[Data excerpts]
= Beginning of Section =

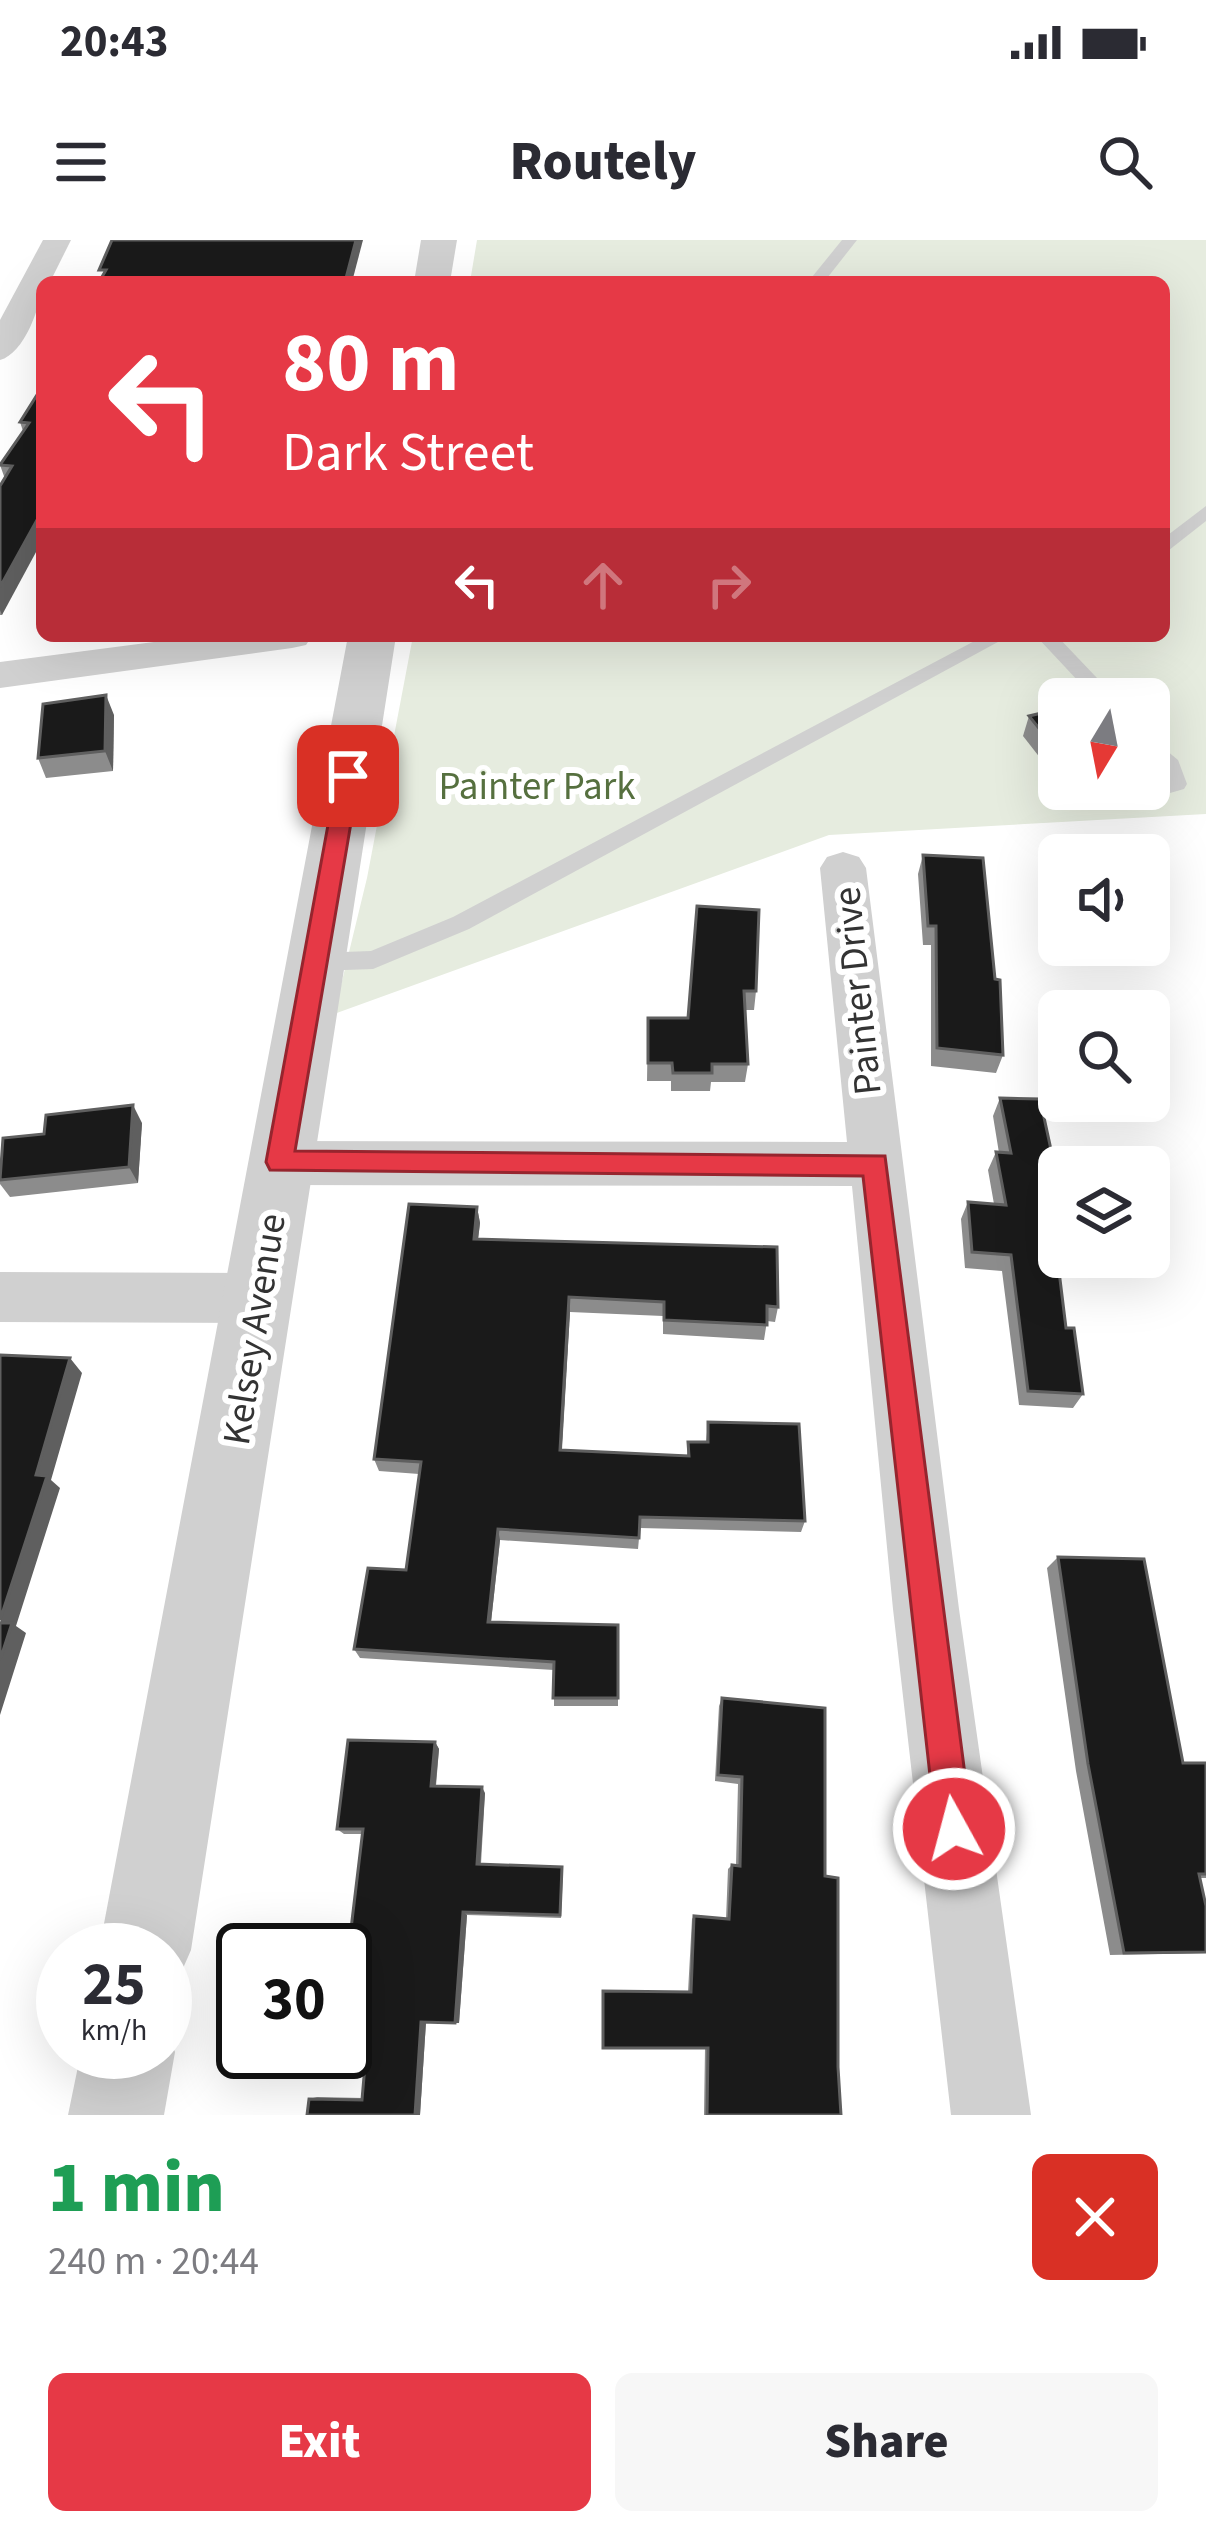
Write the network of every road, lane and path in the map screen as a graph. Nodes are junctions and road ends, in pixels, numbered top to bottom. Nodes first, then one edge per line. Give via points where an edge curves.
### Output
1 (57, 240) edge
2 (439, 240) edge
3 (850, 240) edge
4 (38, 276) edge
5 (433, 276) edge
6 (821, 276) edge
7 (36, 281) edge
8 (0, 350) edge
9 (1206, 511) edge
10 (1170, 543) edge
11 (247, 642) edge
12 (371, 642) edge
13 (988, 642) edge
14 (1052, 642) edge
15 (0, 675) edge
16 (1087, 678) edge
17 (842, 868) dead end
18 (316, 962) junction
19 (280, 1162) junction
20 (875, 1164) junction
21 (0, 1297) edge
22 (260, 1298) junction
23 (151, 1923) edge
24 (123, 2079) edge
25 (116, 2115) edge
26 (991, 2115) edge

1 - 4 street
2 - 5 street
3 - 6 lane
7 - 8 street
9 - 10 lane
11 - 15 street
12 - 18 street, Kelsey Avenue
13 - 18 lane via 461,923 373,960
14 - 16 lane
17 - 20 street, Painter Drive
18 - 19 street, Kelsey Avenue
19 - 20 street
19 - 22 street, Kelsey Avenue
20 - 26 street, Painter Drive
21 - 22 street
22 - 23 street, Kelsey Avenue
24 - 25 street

= End of Section =

EXERCISE: Pictures are to be dropped, and the remaining data set down exactly.

EXERCISE SOLUTION:
Write the network of every road, lane and path in the map screen as a graph. Nodes are junctions and road ends, in pixels, numbered top to bottom. Nodes first, then one edge per line. Give via points where an edge curves.
### Output
1 (57, 240) edge
2 (439, 240) edge
3 (850, 240) edge
4 (38, 276) edge
5 (433, 276) edge
6 (821, 276) edge
7 (36, 281) edge
8 (0, 350) edge
9 (1206, 511) edge
10 (1170, 543) edge
11 (247, 642) edge
12 (371, 642) edge
13 (988, 642) edge
14 (1052, 642) edge
15 (0, 675) edge
16 (1087, 678) edge
17 (842, 868) dead end
18 (316, 962) junction
19 (280, 1162) junction
20 (875, 1164) junction
21 (0, 1297) edge
22 (260, 1298) junction
23 (151, 1923) edge
24 (123, 2079) edge
25 (116, 2115) edge
26 (991, 2115) edge

1 - 4 street
2 - 5 street
3 - 6 lane
7 - 8 street
9 - 10 lane
11 - 15 street
12 - 18 street, Kelsey Avenue
13 - 18 lane via 461,923 373,960
14 - 16 lane
17 - 20 street, Painter Drive
18 - 19 street, Kelsey Avenue
19 - 20 street
19 - 22 street, Kelsey Avenue
20 - 26 street, Painter Drive
21 - 22 street
22 - 23 street, Kelsey Avenue
24 - 25 street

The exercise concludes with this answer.